**WHAT IS BEING ASKED**
Every word of the data must be reproduced in your reply exactly.

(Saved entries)
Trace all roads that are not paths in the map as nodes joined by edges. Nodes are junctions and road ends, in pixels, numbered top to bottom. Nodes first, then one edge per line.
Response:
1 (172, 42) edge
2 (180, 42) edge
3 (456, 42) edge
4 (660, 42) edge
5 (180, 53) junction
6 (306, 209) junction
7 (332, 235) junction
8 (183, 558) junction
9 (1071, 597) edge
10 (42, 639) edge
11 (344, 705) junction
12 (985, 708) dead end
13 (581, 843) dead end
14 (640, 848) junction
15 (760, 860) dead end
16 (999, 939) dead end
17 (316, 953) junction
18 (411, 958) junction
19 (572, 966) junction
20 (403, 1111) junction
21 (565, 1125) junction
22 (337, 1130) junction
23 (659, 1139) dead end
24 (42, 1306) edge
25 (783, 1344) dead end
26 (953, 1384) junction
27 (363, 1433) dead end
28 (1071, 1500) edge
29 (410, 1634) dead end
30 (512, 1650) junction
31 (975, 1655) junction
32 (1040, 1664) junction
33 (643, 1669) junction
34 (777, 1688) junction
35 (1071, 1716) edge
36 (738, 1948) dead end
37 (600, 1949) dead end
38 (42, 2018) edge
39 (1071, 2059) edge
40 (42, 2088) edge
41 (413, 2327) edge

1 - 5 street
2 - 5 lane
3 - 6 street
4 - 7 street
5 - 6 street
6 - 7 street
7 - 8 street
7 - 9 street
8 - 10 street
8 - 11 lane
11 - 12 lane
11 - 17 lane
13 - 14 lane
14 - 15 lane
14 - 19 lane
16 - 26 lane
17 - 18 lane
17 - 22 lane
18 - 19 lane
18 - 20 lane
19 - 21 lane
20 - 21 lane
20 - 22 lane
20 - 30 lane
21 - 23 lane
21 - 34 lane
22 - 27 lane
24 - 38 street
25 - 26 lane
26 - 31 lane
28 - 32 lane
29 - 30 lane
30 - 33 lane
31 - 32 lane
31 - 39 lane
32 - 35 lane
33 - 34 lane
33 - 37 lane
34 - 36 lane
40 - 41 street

**ANSWER TO THE PROBLEM**
Trace all roads that are not paths in the map as nodes joined by edges. Nodes are junctions and road ends, in pixels, numbered top to bottom. Nodes first, then one edge per line.
Response:
1 (172, 42) edge
2 (180, 42) edge
3 (456, 42) edge
4 (660, 42) edge
5 (180, 53) junction
6 (306, 209) junction
7 (332, 235) junction
8 (183, 558) junction
9 (1071, 597) edge
10 (42, 639) edge
11 (344, 705) junction
12 (985, 708) dead end
13 (581, 843) dead end
14 (640, 848) junction
15 (760, 860) dead end
16 (999, 939) dead end
17 (316, 953) junction
18 (411, 958) junction
19 (572, 966) junction
20 (403, 1111) junction
21 (565, 1125) junction
22 (337, 1130) junction
23 (659, 1139) dead end
24 (42, 1306) edge
25 (783, 1344) dead end
26 (953, 1384) junction
27 (363, 1433) dead end
28 (1071, 1500) edge
29 (410, 1634) dead end
30 (512, 1650) junction
31 (975, 1655) junction
32 (1040, 1664) junction
33 (643, 1669) junction
34 (777, 1688) junction
35 (1071, 1716) edge
36 (738, 1948) dead end
37 (600, 1949) dead end
38 (42, 2018) edge
39 (1071, 2059) edge
40 (42, 2088) edge
41 (413, 2327) edge

1 - 5 street
2 - 5 lane
3 - 6 street
4 - 7 street
5 - 6 street
6 - 7 street
7 - 8 street
7 - 9 street
8 - 10 street
8 - 11 lane
11 - 12 lane
11 - 17 lane
13 - 14 lane
14 - 15 lane
14 - 19 lane
16 - 26 lane
17 - 18 lane
17 - 22 lane
18 - 19 lane
18 - 20 lane
19 - 21 lane
20 - 21 lane
20 - 22 lane
20 - 30 lane
21 - 23 lane
21 - 34 lane
22 - 27 lane
24 - 38 street
25 - 26 lane
26 - 31 lane
28 - 32 lane
29 - 30 lane
30 - 33 lane
31 - 32 lane
31 - 39 lane
32 - 35 lane
33 - 34 lane
33 - 37 lane
34 - 36 lane
40 - 41 street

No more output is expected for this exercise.